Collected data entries
▽
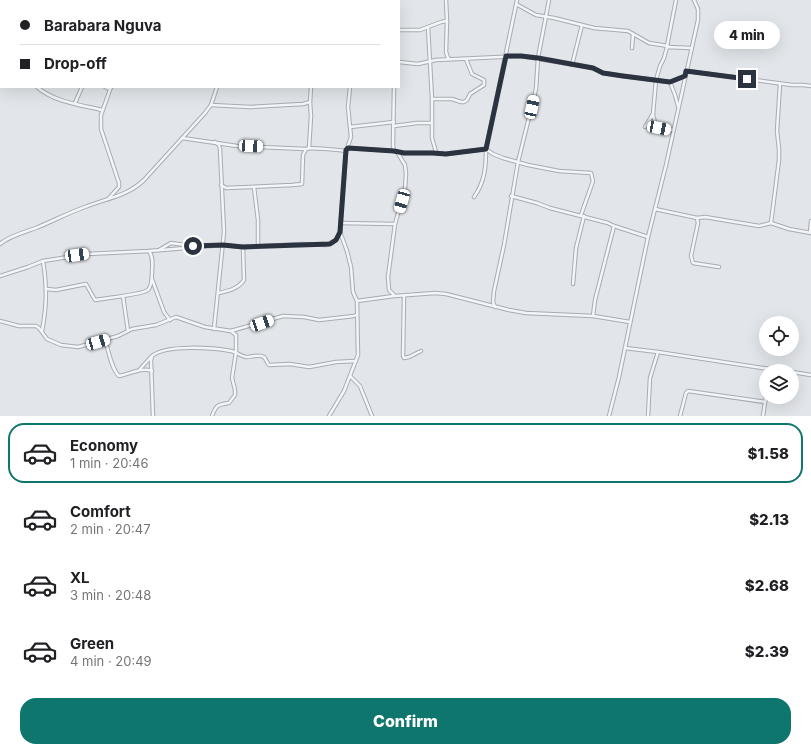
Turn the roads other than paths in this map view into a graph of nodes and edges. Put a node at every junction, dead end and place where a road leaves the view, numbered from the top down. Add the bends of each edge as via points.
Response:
1 (446, 0) edge
2 (517, 0) edge
3 (549, 0) edge
4 (676, 0) edge
5 (694, 0) edge
6 (516, 4) junction
7 (546, 16) junction
8 (447, 22) junction
9 (582, 25) junction
10 (428, 27) junction
11 (400, 30) edge
12 (633, 34) junction
13 (667, 46) junction
14 (632, 48) dead end
15 (691, 48) junction
16 (506, 56) junction
17 (538, 58) junction
18 (466, 59) junction
19 (452, 60) junction
20 (400, 62) edge
21 (430, 62) junction
22 (572, 65) junction
23 (686, 71) junction
24 (685, 76) junction
25 (656, 80) junction
26 (670, 82) junction
27 (780, 84) junction
28 (811, 86) edge
29 (38, 88) edge
30 (82, 88) edge
31 (110, 88) edge
32 (217, 88) edge
33 (311, 88) edge
34 (350, 88) edge
35 (394, 88) edge
36 (432, 99) junction
37 (310, 102) junction
38 (75, 103) junction
39 (210, 106) junction
40 (678, 109) junction
41 (102, 110) junction
42 (653, 114) junction
43 (394, 122) junction
44 (432, 123) junction
45 (394, 126) junction
46 (350, 127) junction
47 (645, 127) dead end
48 (673, 130) junction
49 (181, 138) junction
50 (215, 142) junction
51 (307, 148) junction
52 (347, 149) junction
53 (486, 149) junction
54 (396, 152) junction
55 (436, 153) junction
56 (518, 162) junction
57 (221, 185) junction
58 (254, 187) junction
59 (226, 188) junction
60 (221, 190) junction
61 (511, 196) junction
62 (474, 197) dead end
63 (107, 200) junction
64 (655, 209) junction
65 (582, 215) junction
66 (697, 218) junction
67 (811, 221) edge
68 (341, 222) junction
69 (771, 223) junction
70 (395, 224) junction
71 (614, 226) junction
72 (340, 232) junction
73 (811, 233) edge
74 (648, 237) junction
75 (0, 244) edge
76 (223, 245) junction
77 (195, 247) junction
78 (243, 247) junction
79 (258, 247) junction
80 (159, 250) junction
81 (149, 251) junction
82 (43, 261) junction
83 (719, 267) dead end
84 (0, 276) edge
85 (152, 277) junction
86 (573, 284) dead end
87 (47, 289) junction
88 (219, 293) junction
89 (123, 296) junction
90 (394, 296) junction
91 (404, 296) junction
92 (357, 301) junction
93 (493, 302) junction
94 (491, 306) junction
95 (495, 307) junction
96 (356, 315) junction
97 (593, 316) junction
98 (170, 320) junction
99 (0, 321) edge
100 (630, 322) junction
101 (214, 329) junction
102 (41, 331) junction
103 (128, 331) junction
104 (231, 331) junction
105 (106, 340) junction
106 (625, 348) junction
107 (421, 351) dead end
108 (236, 352) junction
109 (658, 352) junction
110 (152, 356) junction
111 (356, 361) junction
112 (759, 368) edge
113 (140, 369) junction
114 (152, 371) junction
115 (799, 373) edge
116 (811, 375) edge
117 (350, 376) junction
118 (759, 401) edge
119 (765, 404) edge
120 (153, 416) edge
121 (212, 416) edge
122 (329, 416) edge
123 (372, 416) edge
124 (609, 416) edge
125 (648, 416) edge
126 (680, 416) edge
127 (763, 416) edge

1 - 8 street
2 - 6 street
3 - 7 street
4 - 13 street
5 - 15 street via 699,15
6 - 7 street via 536,15
6 - 16 street
7 - 9 street
7 - 17 street
8 - 10 street
8 - 19 street via 446,52
9 - 12 street
9 - 22 street
10 - 11 street via 420,30
10 - 21 street
12 - 13 street via 649,43
12 - 14 street
13 - 15 street
13 - 25 street
15 - 23 street
16 - 17 street
16 - 18 street
16 - 53 street
17 - 22 street
17 - 56 street via 536,89
18 - 19 street
18 - 36 street via 472,74 484,80 484,85 470,94 464,102
19 - 21 street
20 - 21 street
21 - 36 street
22 - 25 street via 593,68 603,73
23 - 24 street
23 - 27 street
24 - 26 street
24 - 40 street
25 - 26 street
25 - 42 street
26 - 40 street
27 - 28 street
27 - 69 street via 776,132 779,160
29 - 38 street via 44,93
30 - 38 street
31 - 41 street
32 - 39 street
33 - 37 street
34 - 46 street
35 - 43 street
36 - 44 street
37 - 39 street via 250,107
37 - 51 street
38 - 41 street
39 - 49 street
40 - 48 street
41 - 63 street via 101,129 119,183 119,187
42 - 47 street
42 - 48 street via 656,126
43 - 45 street
43 - 46 street
44 - 45 street
44 - 55 street
45 - 54 street via 393,145
46 - 52 street via 351,137
48 - 64 street
49 - 50 street
49 - 63 street via 142,182 126,193
50 - 51 street via 237,146
50 - 57 street via 220,149
51 - 52 street
51 - 58 street via 303,154 302,184
52 - 54 street
52 - 68 street
53 - 55 street
53 - 56 street
53 - 62 street via 483,181
54 - 55 street
54 - 70 street via 405,165 406,174 405,189
56 - 61 street
56 - 65 street via 559,171 591,173 592,182
57 - 59 street
57 - 60 street
58 - 59 street
58 - 79 street
59 - 60 street
60 - 76 street
61 - 65 street
61 - 93 street
63 - 75 street via 9,238
64 - 66 street
64 - 74 street
65 - 71 street
65 - 86 street
66 - 69 street via 705,216 759,226
66 - 83 street via 691,256 693,263
67 - 73 street
68 - 70 street
68 - 72 street
69 - 73 street
70 - 90 street via 388,276 389,290
71 - 74 street
71 - 97 street
72 - 79 street via 336,240 326,245
72 - 92 street
74 - 100 street
76 - 77 street
76 - 78 street
76 - 88 street
77 - 80 street
77 - 80 street via 171,243
78 - 79 street
78 - 88 street via 244,280 232,290
80 - 81 street
81 - 82 street via 87,254
81 - 85 street via 152,258
82 - 84 street
82 - 87 street
85 - 89 street via 151,286 146,291
85 - 98 street via 164,312
87 - 89 street via 56,290 86,284 95,300
87 - 102 street
88 - 101 street
89 - 103 street
90 - 91 street
90 - 92 street
91 - 94 street via 446,294
91 - 107 street via 403,356 409,357
92 - 96 street
93 - 94 street
93 - 95 street
94 - 95 street
95 - 97 street via 526,313
96 - 104 street via 319,320 283,316
96 - 111 street via 359,346
97 - 100 street
98 - 101 street via 176,317
98 - 103 street
99 - 102 street via 19,326 36,326
100 - 106 street
101 - 104 street
102 - 105 street via 47,339 61,345 78,347
103 - 105 street
104 - 108 street via 236,335
105 - 113 street via 118,376
106 - 109 street
106 - 124 street
108 - 110 street via 188,348 159,352
108 - 111 street via 245,357 260,356 265,358 269,365 309,366
108 - 121 street via 232,378 234,397 229,403 215,407
109 - 112 street
109 - 125 street via 650,378
110 - 113 street
110 - 114 street
111 - 117 street
113 - 114 street
114 - 120 street
115 - 116 street
117 - 122 street via 344,392
117 - 123 street via 360,386
118 - 126 street via 688,391
119 - 127 street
△
▶ WORK TO BE COMPLETED
Without the pictures, write out every line above exactly as it appears.

▶ WRITTEN SOLUTION
Turn the roads other than paths in this map view into a graph of nodes and edges. Put a node at every junction, dead end and place where a road leaves the view, numbered from the top down. Add the bends of each edge as via points.
Response:
1 (446, 0) edge
2 (517, 0) edge
3 (549, 0) edge
4 (676, 0) edge
5 (694, 0) edge
6 (516, 4) junction
7 (546, 16) junction
8 (447, 22) junction
9 (582, 25) junction
10 (428, 27) junction
11 (400, 30) edge
12 (633, 34) junction
13 (667, 46) junction
14 (632, 48) dead end
15 (691, 48) junction
16 (506, 56) junction
17 (538, 58) junction
18 (466, 59) junction
19 (452, 60) junction
20 (400, 62) edge
21 (430, 62) junction
22 (572, 65) junction
23 (686, 71) junction
24 (685, 76) junction
25 (656, 80) junction
26 (670, 82) junction
27 (780, 84) junction
28 (811, 86) edge
29 (38, 88) edge
30 (82, 88) edge
31 (110, 88) edge
32 (217, 88) edge
33 (311, 88) edge
34 (350, 88) edge
35 (394, 88) edge
36 (432, 99) junction
37 (310, 102) junction
38 (75, 103) junction
39 (210, 106) junction
40 (678, 109) junction
41 (102, 110) junction
42 (653, 114) junction
43 (394, 122) junction
44 (432, 123) junction
45 (394, 126) junction
46 (350, 127) junction
47 (645, 127) dead end
48 (673, 130) junction
49 (181, 138) junction
50 (215, 142) junction
51 (307, 148) junction
52 (347, 149) junction
53 (486, 149) junction
54 (396, 152) junction
55 (436, 153) junction
56 (518, 162) junction
57 (221, 185) junction
58 (254, 187) junction
59 (226, 188) junction
60 (221, 190) junction
61 (511, 196) junction
62 (474, 197) dead end
63 (107, 200) junction
64 (655, 209) junction
65 (582, 215) junction
66 (697, 218) junction
67 (811, 221) edge
68 (341, 222) junction
69 (771, 223) junction
70 (395, 224) junction
71 (614, 226) junction
72 (340, 232) junction
73 (811, 233) edge
74 (648, 237) junction
75 (0, 244) edge
76 (223, 245) junction
77 (195, 247) junction
78 (243, 247) junction
79 (258, 247) junction
80 (159, 250) junction
81 (149, 251) junction
82 (43, 261) junction
83 (719, 267) dead end
84 (0, 276) edge
85 (152, 277) junction
86 (573, 284) dead end
87 (47, 289) junction
88 (219, 293) junction
89 (123, 296) junction
90 (394, 296) junction
91 (404, 296) junction
92 (357, 301) junction
93 (493, 302) junction
94 (491, 306) junction
95 (495, 307) junction
96 (356, 315) junction
97 (593, 316) junction
98 (170, 320) junction
99 (0, 321) edge
100 (630, 322) junction
101 (214, 329) junction
102 (41, 331) junction
103 (128, 331) junction
104 (231, 331) junction
105 (106, 340) junction
106 (625, 348) junction
107 (421, 351) dead end
108 (236, 352) junction
109 (658, 352) junction
110 (152, 356) junction
111 (356, 361) junction
112 (759, 368) edge
113 (140, 369) junction
114 (152, 371) junction
115 (799, 373) edge
116 (811, 375) edge
117 (350, 376) junction
118 (759, 401) edge
119 (765, 404) edge
120 (153, 416) edge
121 (212, 416) edge
122 (329, 416) edge
123 (372, 416) edge
124 (609, 416) edge
125 (648, 416) edge
126 (680, 416) edge
127 (763, 416) edge

1 - 8 street
2 - 6 street
3 - 7 street
4 - 13 street
5 - 15 street via 699,15
6 - 7 street via 536,15
6 - 16 street
7 - 9 street
7 - 17 street
8 - 10 street
8 - 19 street via 446,52
9 - 12 street
9 - 22 street
10 - 11 street via 420,30
10 - 21 street
12 - 13 street via 649,43
12 - 14 street
13 - 15 street
13 - 25 street
15 - 23 street
16 - 17 street
16 - 18 street
16 - 53 street
17 - 22 street
17 - 56 street via 536,89
18 - 19 street
18 - 36 street via 472,74 484,80 484,85 470,94 464,102
19 - 21 street
20 - 21 street
21 - 36 street
22 - 25 street via 593,68 603,73
23 - 24 street
23 - 27 street
24 - 26 street
24 - 40 street
25 - 26 street
25 - 42 street
26 - 40 street
27 - 28 street
27 - 69 street via 776,132 779,160
29 - 38 street via 44,93
30 - 38 street
31 - 41 street
32 - 39 street
33 - 37 street
34 - 46 street
35 - 43 street
36 - 44 street
37 - 39 street via 250,107
37 - 51 street
38 - 41 street
39 - 49 street
40 - 48 street
41 - 63 street via 101,129 119,183 119,187
42 - 47 street
42 - 48 street via 656,126
43 - 45 street
43 - 46 street
44 - 45 street
44 - 55 street
45 - 54 street via 393,145
46 - 52 street via 351,137
48 - 64 street
49 - 50 street
49 - 63 street via 142,182 126,193
50 - 51 street via 237,146
50 - 57 street via 220,149
51 - 52 street
51 - 58 street via 303,154 302,184
52 - 54 street
52 - 68 street
53 - 55 street
53 - 56 street
53 - 62 street via 483,181
54 - 55 street
54 - 70 street via 405,165 406,174 405,189
56 - 61 street
56 - 65 street via 559,171 591,173 592,182
57 - 59 street
57 - 60 street
58 - 59 street
58 - 79 street
59 - 60 street
60 - 76 street
61 - 65 street
61 - 93 street
63 - 75 street via 9,238
64 - 66 street
64 - 74 street
65 - 71 street
65 - 86 street
66 - 69 street via 705,216 759,226
66 - 83 street via 691,256 693,263
67 - 73 street
68 - 70 street
68 - 72 street
69 - 73 street
70 - 90 street via 388,276 389,290
71 - 74 street
71 - 97 street
72 - 79 street via 336,240 326,245
72 - 92 street
74 - 100 street
76 - 77 street
76 - 78 street
76 - 88 street
77 - 80 street
77 - 80 street via 171,243
78 - 79 street
78 - 88 street via 244,280 232,290
80 - 81 street
81 - 82 street via 87,254
81 - 85 street via 152,258
82 - 84 street
82 - 87 street
85 - 89 street via 151,286 146,291
85 - 98 street via 164,312
87 - 89 street via 56,290 86,284 95,300
87 - 102 street
88 - 101 street
89 - 103 street
90 - 91 street
90 - 92 street
91 - 94 street via 446,294
91 - 107 street via 403,356 409,357
92 - 96 street
93 - 94 street
93 - 95 street
94 - 95 street
95 - 97 street via 526,313
96 - 104 street via 319,320 283,316
96 - 111 street via 359,346
97 - 100 street
98 - 101 street via 176,317
98 - 103 street
99 - 102 street via 19,326 36,326
100 - 106 street
101 - 104 street
102 - 105 street via 47,339 61,345 78,347
103 - 105 street
104 - 108 street via 236,335
105 - 113 street via 118,376
106 - 109 street
106 - 124 street
108 - 110 street via 188,348 159,352
108 - 111 street via 245,357 260,356 265,358 269,365 309,366
108 - 121 street via 232,378 234,397 229,403 215,407
109 - 112 street
109 - 125 street via 650,378
110 - 113 street
110 - 114 street
111 - 117 street
113 - 114 street
114 - 120 street
115 - 116 street
117 - 122 street via 344,392
117 - 123 street via 360,386
118 - 126 street via 688,391
119 - 127 street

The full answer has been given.